While thorough due diligence serves as a critical tool to uncover potential liabilities, its absence—or inadequacy—can open the door to a host of post-closing legal challenges. Buyers who rush through or limit the scope of their due diligence may later find themselves blindsided by issues that could have been anticipated and addressed prior to closing. Common consequences of an incomplete diligence process include:
- Unanticipated Liabilities: These may take the form of unresolved litigation, tax exposures, regulatory violations, or uncollectible receivables—any of which could undermine the value of the transaction or erode post-closing profitability
- Increased Litigation Exposure Post-Closing: Without proper vetting of contracts, employee claims, environmental risks, or intellectual property rights, the buyer may assume legal risk without recourse against the seller, leading to costly and disruptive disputes.

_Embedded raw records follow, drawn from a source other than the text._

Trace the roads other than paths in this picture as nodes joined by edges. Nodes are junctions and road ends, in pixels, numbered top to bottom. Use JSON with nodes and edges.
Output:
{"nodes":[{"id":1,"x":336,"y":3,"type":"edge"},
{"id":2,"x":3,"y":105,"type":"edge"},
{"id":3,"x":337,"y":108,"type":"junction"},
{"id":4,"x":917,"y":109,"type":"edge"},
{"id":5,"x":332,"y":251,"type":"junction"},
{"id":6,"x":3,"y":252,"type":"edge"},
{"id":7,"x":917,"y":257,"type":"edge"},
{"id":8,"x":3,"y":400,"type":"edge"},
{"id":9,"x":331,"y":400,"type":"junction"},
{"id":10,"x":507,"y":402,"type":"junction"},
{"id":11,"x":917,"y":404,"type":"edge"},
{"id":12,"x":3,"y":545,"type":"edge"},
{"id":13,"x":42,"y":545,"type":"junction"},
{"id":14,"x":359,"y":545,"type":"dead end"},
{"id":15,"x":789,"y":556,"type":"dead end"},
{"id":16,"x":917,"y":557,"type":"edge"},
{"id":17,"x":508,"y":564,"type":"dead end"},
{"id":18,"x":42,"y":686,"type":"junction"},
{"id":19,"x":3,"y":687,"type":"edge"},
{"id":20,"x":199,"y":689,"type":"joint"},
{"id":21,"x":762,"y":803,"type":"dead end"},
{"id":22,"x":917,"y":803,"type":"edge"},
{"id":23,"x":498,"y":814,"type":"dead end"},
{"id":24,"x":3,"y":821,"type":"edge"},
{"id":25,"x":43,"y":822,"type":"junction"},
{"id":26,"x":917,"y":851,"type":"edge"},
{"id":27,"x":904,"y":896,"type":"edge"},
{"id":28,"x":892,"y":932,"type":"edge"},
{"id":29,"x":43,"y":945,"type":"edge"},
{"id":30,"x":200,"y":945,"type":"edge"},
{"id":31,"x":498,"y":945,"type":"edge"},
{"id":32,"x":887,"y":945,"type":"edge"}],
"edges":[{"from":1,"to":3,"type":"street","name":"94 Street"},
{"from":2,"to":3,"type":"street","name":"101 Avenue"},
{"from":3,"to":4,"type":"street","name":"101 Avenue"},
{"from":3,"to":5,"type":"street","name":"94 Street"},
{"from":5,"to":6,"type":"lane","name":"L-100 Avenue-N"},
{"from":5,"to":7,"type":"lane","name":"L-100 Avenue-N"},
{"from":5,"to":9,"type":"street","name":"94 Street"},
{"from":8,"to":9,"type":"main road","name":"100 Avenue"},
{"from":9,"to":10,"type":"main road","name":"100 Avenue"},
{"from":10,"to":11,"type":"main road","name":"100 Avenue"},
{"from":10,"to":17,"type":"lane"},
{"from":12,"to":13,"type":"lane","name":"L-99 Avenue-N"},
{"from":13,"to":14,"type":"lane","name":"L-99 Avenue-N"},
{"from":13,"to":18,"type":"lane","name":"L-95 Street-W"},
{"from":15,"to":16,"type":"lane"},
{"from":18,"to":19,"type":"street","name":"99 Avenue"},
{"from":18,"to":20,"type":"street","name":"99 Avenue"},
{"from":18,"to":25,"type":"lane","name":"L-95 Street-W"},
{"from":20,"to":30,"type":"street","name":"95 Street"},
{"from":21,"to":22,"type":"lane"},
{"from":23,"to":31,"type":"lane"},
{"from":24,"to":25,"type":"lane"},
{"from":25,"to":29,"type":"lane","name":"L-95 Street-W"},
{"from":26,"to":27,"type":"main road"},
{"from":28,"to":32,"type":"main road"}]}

B. Precise Contractual Drafting
Even the most robust due diligence effort cannot substitute for well-drafted acquisition documents. Precision and clarity in the transaction documents—especially the purchase agreement—are indispensable in allocating risk, setting expectations, and avoiding future disputes.
- Key Provisions Requiring Particular Attention
- Indemnification Clauses: These provisions allocate responsibility in the event of a breach or third-party claim. Careful attention should be paid to caps on liability, baskets, survival periods, and procedures for asserting claims.
- Earn-Out and Purchase Price Adjustment Mechanisms: These provisions are often points of contention post-closing, especially if financial metrics are not clearly defined. The parties should spell out calculation methodologies, dispute resolution processes, and access to records clearly in the purchase agreement.
- Conditions for Closing, Including Material Adverse Change (MAC) Clauses: These clauses define events that could excuse a party from closing the transaction. Precision in defining what qualifies as a MAC can reduce the risk of litigation if unforeseen market or business conditions arise.
- Clearly Defined Termination Conditions: To avoid disputes over whether a party had the right to exit the transaction, termination rights and procedures must be clear, with built-in notice and cure periods, where appropriate.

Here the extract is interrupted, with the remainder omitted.